The shorter your book, the more likely you’re going to win the National Book Critics Circle Award. But only if the prose is perspective-oriented and “challenging” enough to impress the critics.

If your novel is a little longer and your book is more centered around time and location, then you stand a shot at the National Book Award.

And if you have a sweeping epic, then the Pulitzer’s your best bet.

This leads me to wonder whether some publishers are more inclined to typeset their books to pander deliberately for specific awards, with abstruse cover art to match, and whether some editors, sensing that a prospective title has some literary merit (i.e., award-winning potential), will press the writer to tailor their books within these guidelines. (“No.

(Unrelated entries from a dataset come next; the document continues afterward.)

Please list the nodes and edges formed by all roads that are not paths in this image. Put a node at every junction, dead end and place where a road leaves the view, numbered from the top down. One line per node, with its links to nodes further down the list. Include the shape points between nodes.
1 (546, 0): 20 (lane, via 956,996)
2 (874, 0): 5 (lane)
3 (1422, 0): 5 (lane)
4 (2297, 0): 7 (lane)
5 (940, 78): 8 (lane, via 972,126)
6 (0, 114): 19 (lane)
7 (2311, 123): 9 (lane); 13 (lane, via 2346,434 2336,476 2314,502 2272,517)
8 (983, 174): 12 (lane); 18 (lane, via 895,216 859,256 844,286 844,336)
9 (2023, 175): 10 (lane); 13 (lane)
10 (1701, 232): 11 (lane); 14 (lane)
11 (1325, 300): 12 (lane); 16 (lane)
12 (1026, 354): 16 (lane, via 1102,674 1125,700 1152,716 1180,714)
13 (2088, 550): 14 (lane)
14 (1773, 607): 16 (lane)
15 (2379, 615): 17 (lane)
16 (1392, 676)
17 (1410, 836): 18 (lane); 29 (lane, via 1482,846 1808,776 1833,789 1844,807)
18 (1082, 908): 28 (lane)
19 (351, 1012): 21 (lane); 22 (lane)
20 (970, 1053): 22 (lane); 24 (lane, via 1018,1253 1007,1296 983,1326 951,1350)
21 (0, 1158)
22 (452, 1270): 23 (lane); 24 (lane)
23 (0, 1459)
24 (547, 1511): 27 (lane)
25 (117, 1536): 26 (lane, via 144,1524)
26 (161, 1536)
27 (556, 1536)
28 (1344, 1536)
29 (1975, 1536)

Make it a little longer. And can we go off to Bavaria for a few chapters?”)

Of course, all of this is just extremely idle speculation on a rainy day. And I haven’t even taken a look at the finalists, or accounted for timed release dates. But being ill-informed on multiple levels about this sort of thing, I’d be extremely curious to hear from someone inside the publishing industry just how “pre-packaged” a particular book is for these three major awards. It certainly works that way with movies, and, since the risks are just as great (on a smaller financial scale) in fiction, it would seem to me that at least something along these lines would be in place in New York.

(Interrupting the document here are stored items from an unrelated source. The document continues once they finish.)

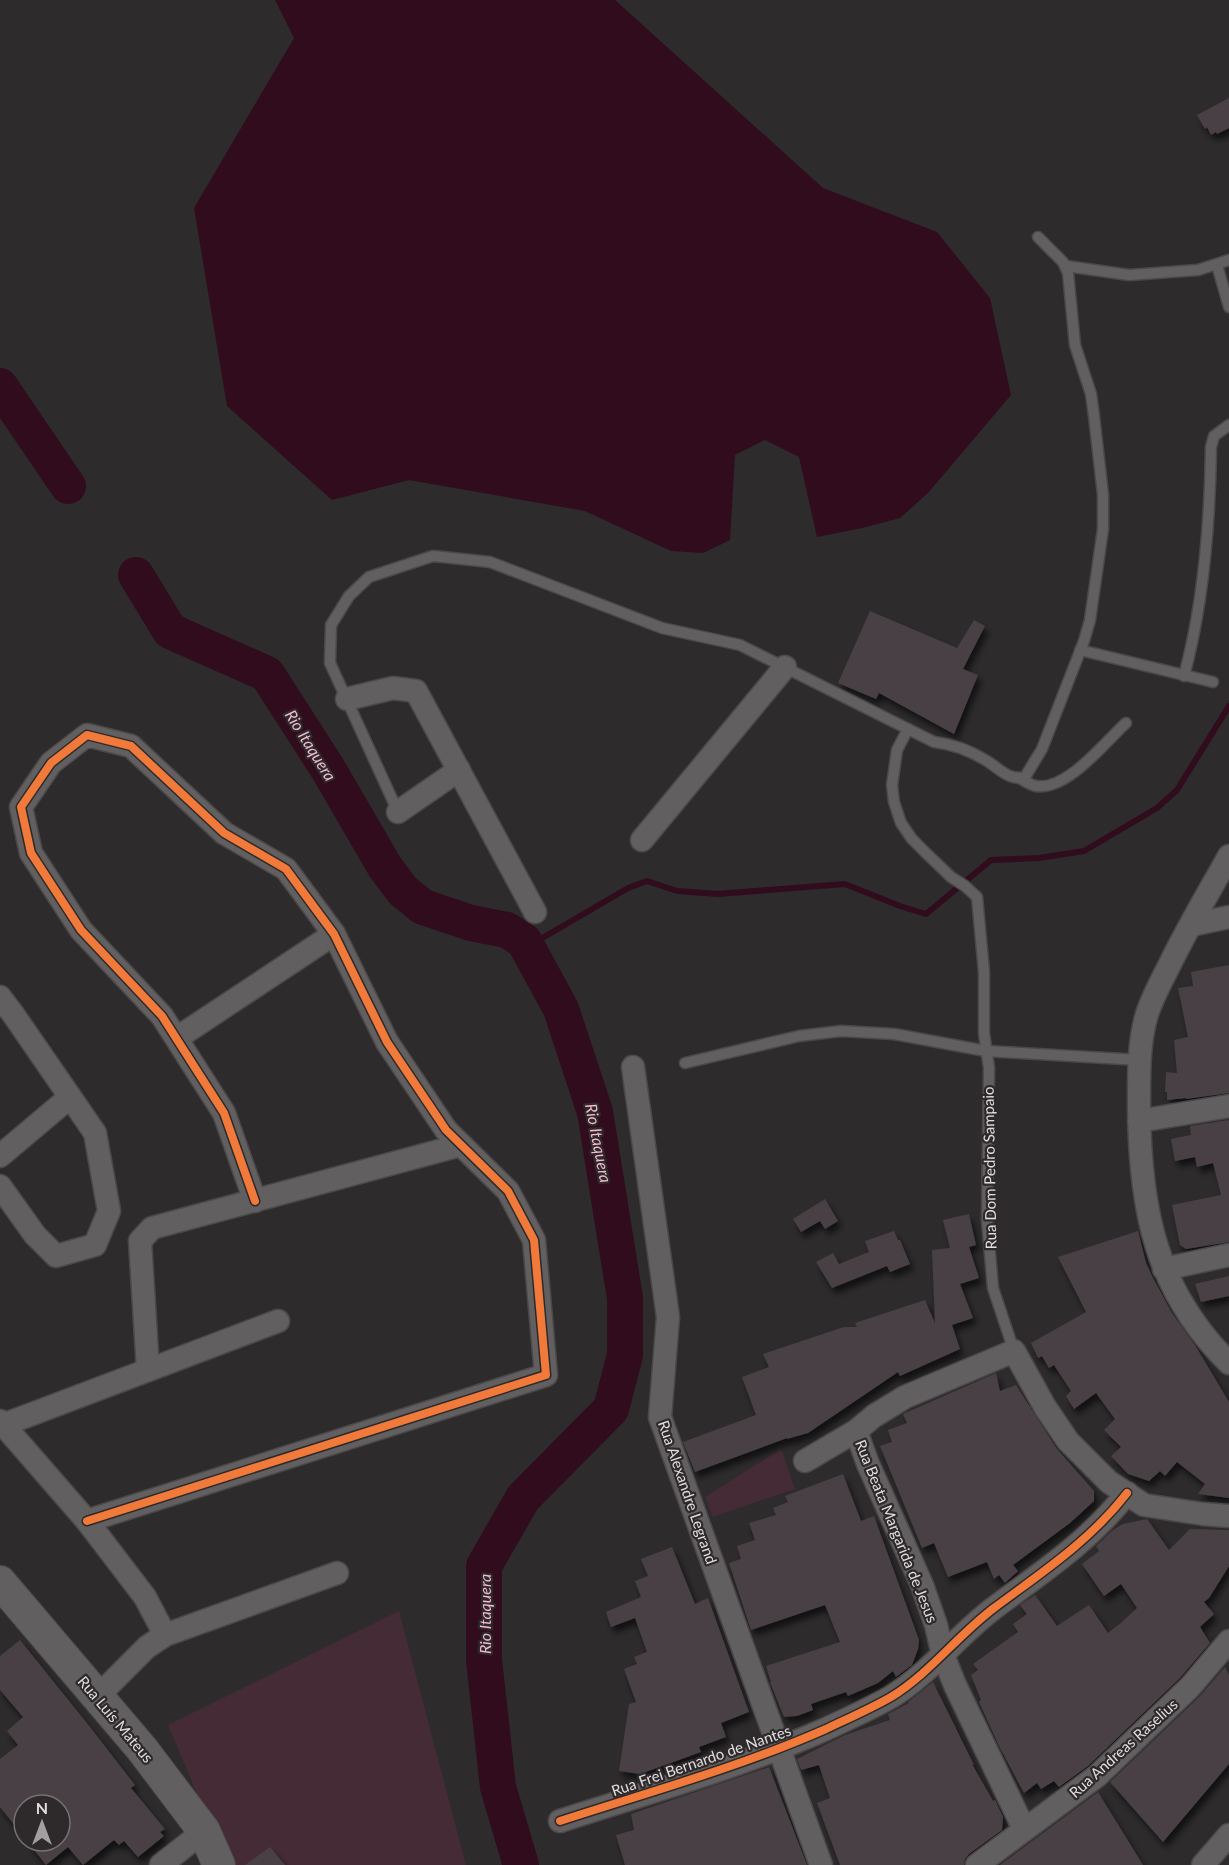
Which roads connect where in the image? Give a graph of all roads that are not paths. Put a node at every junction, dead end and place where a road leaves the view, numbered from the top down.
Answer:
1 (1038, 237) dead end
2 (1229, 260) edge
3 (1217, 265) junction
4 (1066, 266) junction
5 (1229, 307) edge
6 (1229, 425) edge
7 (1080, 650) junction
8 (785, 667) junction
9 (1184, 676) junction
10 (1213, 682) dead end
11 (346, 699) junction
12 (1126, 723) dead end
13 (908, 729) junction
14 (459, 770) junction
15 (1019, 778) junction
16 (398, 812) joint
17 (642, 840) dead end
18 (1229, 856) edge
19 (535, 912) dead end
20 (1229, 917) edge
21 (1191, 925) junction
22 (334, 934) junction
23 (0, 998) edge
24 (177, 1038) junction
25 (986, 1051) junction
26 (1140, 1060) junction
27 (685, 1063) dead end
28 (633, 1067) dead end
29 (70, 1097) junction
30 (1229, 1106) edge
31 (1139, 1121) junction
32 (461, 1145) junction
33 (0, 1156) edge
34 (0, 1186) edge
35 (255, 1201) junction
36 (1229, 1255) edge
37 (1164, 1269) junction
38 (278, 1321) dead end
39 (1014, 1352) junction
40 (1229, 1363) edge
41 (148, 1370) junction
42 (2, 1423) edge
43 (855, 1431) junction
44 (805, 1461) dead end
45 (1126, 1493) junction
46 (1229, 1516) edge
47 (87, 1521) junction
48 (337, 1573) dead end
49 (0, 1582) edge
50 (165, 1635) junction
51 (1229, 1641) edge
52 (943, 1655) junction
53 (97, 1697) junction
54 (779, 1749) junction
55 (560, 1821) dead end
56 (1024, 1829) junction
57 (204, 1831) junction
58 (1229, 1835) edge
59 (161, 1865) edge
60 (219, 1865) edge
61 (821, 1865) edge
62 (977, 1865) edge
63 (1203, 1865) edge

1 - 4 lane
2 - 3 lane
3 - 4 lane
3 - 5 lane
4 - 7 lane
6 - 9 lane
7 - 9 lane
7 - 15 lane
8 - 11 lane
8 - 13 lane
8 - 17 street
9 - 10 lane
11 - 14 street
11 - 16 lane
12 - 15 lane
13 - 15 lane
13 - 25 lane, Rua Dom Pedro Sampaio
14 - 16 street
14 - 19 street
18 - 21 street
20 - 21 street
21 - 26 street
22 - 24 street
22 - 24 street
22 - 32 street
23 - 29 street
24 - 35 street
25 - 26 lane
25 - 27 lane
25 - 39 lane, Rua Dom Pedro Sampaio
26 - 31 street
28 - 54 street, Rua Alexandre Legrand
29 - 33 street
29 - 34 street
30 - 31 street
31 - 37 street
32 - 35 street
32 - 47 street
35 - 41 street
36 - 37 street
37 - 40 street
38 - 41 street
39 - 43 street
39 - 45 street, Rua Dom Pedro Sampaio
41 - 42 street
42 - 47 street
43 - 44 street
43 - 52 street, Rua Beata Margarida de Jesus
45 - 46 street, Rua Dom Pedro Sampaio
45 - 52 street, Rua Frei Bernardo de Nantes
47 - 50 street
48 - 50 street
49 - 53 main road, Rua Luís Mateus
50 - 53 street
51 - 56 street, Rua Andreas Raselius
52 - 54 street, Rua Frei Bernardo de Nantes
52 - 56 street, Rua Beata Margarida de Jesus
53 - 57 main road, Rua Luís Mateus
54 - 55 street, Rua Frei Bernardo de Nantes
54 - 61 street, Rua Alexandre Legrand
56 - 62 street, Rua Andreas Raselius
57 - 59 street
57 - 60 main road, Rua Luís Mateus
58 - 63 street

Just about every trade paperback edition that comes out has some kind of “Short-Listed” or “Finalist” nod on it, if it can include it. (Even a later edition of A Heartbreaking Work of Staggering Genius had “Pulitzer Finalist” on it when it already had a built-in audience, which mystified me.) You’ll recall that Jonathan Franzen got his panties in a bunch over advertising the Oprah Book Club selection on the first hardcover edition.

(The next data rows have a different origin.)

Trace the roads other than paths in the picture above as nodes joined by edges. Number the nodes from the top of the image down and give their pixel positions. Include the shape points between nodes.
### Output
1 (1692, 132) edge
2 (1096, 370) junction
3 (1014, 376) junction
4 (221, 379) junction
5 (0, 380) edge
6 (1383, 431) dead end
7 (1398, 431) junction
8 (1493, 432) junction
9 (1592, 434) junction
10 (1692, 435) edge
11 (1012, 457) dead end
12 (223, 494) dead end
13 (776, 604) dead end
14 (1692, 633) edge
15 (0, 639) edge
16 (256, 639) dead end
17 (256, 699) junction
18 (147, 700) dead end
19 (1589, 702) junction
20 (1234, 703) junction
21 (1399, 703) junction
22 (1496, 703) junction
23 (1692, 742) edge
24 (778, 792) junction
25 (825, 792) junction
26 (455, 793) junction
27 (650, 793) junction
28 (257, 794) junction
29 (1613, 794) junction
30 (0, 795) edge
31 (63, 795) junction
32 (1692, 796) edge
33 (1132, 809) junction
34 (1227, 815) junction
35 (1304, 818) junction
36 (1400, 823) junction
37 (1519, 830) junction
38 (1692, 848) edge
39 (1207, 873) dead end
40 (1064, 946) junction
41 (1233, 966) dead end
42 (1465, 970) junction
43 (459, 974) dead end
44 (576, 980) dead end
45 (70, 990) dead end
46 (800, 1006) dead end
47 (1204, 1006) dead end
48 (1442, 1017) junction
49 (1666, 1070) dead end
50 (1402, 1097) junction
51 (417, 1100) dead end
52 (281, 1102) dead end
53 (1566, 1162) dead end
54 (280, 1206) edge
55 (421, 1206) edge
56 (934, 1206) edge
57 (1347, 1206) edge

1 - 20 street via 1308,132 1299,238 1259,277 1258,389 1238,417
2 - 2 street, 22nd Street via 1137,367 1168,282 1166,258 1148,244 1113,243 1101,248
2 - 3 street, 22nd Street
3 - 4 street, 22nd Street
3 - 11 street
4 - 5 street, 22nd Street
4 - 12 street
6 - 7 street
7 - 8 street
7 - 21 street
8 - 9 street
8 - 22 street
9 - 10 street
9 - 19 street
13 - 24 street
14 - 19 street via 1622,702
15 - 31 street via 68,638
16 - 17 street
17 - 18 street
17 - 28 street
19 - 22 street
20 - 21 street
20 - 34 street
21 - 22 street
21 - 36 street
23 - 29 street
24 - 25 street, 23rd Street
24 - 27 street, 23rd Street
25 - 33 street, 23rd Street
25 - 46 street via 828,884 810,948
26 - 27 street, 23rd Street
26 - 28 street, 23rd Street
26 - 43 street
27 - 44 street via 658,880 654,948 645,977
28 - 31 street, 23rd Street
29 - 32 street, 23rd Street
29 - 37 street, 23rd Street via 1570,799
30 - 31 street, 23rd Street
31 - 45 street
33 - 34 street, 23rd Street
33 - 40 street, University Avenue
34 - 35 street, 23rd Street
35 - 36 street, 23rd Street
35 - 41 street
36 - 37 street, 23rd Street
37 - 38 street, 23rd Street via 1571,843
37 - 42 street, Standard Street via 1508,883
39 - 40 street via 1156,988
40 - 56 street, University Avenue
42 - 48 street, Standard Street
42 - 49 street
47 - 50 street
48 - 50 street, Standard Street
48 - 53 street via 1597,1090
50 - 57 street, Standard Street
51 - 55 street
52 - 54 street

So the questions are: Are we seeing a shift towards award-conscious releases (even in first editions)? (The more awards, the merrier.) And, if so, how embedded is this within current publishing house policy? And by what factual criteria do they base these ebullient cover-laden interjections?

The Golden Scam

I don’t have cable. Hell, aside from a DVD every now and then, I barely turn my television on. But Gary Dretzka’s TV Barn column makes me wish I did have cable, if only for an hour. It seems that Trio’s got sixty salacious minutes making the rounds. A modest tell-all ditty from When We Were Kings director Vikram Jayanti called The Golden Globes: Hollywood’s Dirty Little Secret. The doc goes into length on how the Hollywood Foreign Press Association, the junket whores behind the Golden Globes, is granted endless loot and, well beyond the shameful nod to Pia Zidora in 1982 and other dubious merits, the awards ceremony is inclined to favor young, dumb, and full of come mythos.

Jeffrey Wells has more on the subject: “With relatively few exceptions, the HFPA members are a bunch of eager-beaver pseudo-journalists (a fair portion of them write for publications in Germany and Japan) who smile much too broadly and get far too excited when celebrities are in the room. They’re not ardent admirers of the art of motion pictures as much as people who appreciate huge bowls of tasty shrimp sitting on studio-supplied buffet tables. They’re pigs who squeal on cue in order to flatter Hollywood and keep themselves feeding at the trough.”

It’s not unlike what seems to be going down in the literary world of late, at least as Choire Sicha reports it.

(It looks like there was some serendipity in finding the links, but Greencine Daily led me to Wells.)